A selection of beautiful bowls and antiques from a shop called Hotoke, located in Isumi, Japan. Their website yesterday offered a great amount of inspiration, particularly on the ceramic side of things, but I was also interested in the other objects that had cultural significance to the orients. This comes of great value to me after studying Soetsu Yanagi and reading the fantastic book that is ‘The Unknown Craftsman’, also getting more involved in the Mingei movement. It makes sense to respect these items for their longevity and character, also you have to admire the form in all of the pieces, they’re made exquisitely to stand the test of time.
Hotoke is quite a specialist location and is mainly for collectors or connoisseurs, not necessarily a theme I’m a admirer of as I don’t agree with singling out one particular ‘high end’ group, but to me this is more of a museum setting with the significane of each object being high. Their main speciality revolves around practical ceramics such as chawan and the other forms of tea ceremony ware, a lot of which you can see here with the tea caddy and various tea bowls. To be honest they’ve based the theme on the concept of “Wabi” or “Mingei”, that I touched on above. Wabi being things that are fresh and simple, denoting simplicity and quietude, also incorporating rustic beauty. Mingei meaning “folk arts” or “arts of the people”, so these two concepts merge nicely and lead to a stunning collection of goods.

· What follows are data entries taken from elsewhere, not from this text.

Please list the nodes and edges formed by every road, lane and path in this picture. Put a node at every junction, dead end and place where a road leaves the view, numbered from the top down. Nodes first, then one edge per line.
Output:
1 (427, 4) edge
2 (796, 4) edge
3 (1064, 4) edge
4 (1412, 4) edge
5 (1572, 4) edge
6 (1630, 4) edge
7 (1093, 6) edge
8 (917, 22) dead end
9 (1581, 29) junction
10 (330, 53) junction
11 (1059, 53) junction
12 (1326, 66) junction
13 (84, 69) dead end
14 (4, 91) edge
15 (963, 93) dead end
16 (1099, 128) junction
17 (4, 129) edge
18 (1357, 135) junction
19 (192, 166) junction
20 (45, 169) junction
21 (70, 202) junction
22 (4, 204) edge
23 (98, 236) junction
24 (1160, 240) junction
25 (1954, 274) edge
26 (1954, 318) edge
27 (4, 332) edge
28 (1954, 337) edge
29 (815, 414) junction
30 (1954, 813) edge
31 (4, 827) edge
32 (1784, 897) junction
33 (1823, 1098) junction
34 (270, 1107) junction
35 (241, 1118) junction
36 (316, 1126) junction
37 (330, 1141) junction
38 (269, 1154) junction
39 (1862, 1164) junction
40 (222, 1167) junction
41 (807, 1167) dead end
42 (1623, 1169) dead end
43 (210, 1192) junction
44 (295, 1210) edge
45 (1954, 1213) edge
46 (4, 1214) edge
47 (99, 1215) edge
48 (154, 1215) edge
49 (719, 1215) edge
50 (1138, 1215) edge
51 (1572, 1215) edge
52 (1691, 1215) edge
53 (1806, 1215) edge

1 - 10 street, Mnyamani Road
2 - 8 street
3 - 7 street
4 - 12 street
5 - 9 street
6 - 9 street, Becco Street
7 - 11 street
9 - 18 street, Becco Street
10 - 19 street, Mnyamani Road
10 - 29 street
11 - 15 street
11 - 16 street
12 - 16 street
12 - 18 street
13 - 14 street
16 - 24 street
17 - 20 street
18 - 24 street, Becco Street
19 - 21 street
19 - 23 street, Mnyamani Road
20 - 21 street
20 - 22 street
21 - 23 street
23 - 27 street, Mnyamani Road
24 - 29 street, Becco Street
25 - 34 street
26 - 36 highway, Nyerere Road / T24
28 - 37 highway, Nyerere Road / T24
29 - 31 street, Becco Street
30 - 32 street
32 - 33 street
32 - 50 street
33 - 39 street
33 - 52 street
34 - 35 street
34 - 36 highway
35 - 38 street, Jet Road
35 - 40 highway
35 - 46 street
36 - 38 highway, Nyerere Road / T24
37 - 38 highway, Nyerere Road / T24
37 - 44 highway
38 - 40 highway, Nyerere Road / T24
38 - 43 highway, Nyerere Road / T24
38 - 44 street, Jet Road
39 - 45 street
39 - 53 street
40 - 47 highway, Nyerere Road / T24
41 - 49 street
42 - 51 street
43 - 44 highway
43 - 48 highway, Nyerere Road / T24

Pointing out a few items that I’m personally fond of, one of the more unusual objects that is the ‘Fish Yokogi’ shown in the sixth image. It’s an antique wooden adjustable fish-shaped lock or pothook that can be used for cooking, it would allow the pot or kettle to be raised or lowered into a traditional sunken hearth. I love the carving on it and the well-used look, it gives it a unique character and quirkiness. I’m also a massive admirer of the bowl above, it features beautiful graining and a wonderful form, you could also say the same about the ‘White Bowl of Choson’ in the third image down. This is an antique Korean white porcelain bowl with kintsugi, the art of fixing broken pottery with a lacquer resin sprinkled with powdered gold. I’ve never heard of this before but the technique apparently dates back to the late 15th century and stems from the Japanese craftsmen looking for a more aesthetical means of repair. Maybe one day soon I’ll write about this more in-depth, for now I’ll trust you’ll visit Hotoke and check out what they have to offer. You’re sure to get inspired.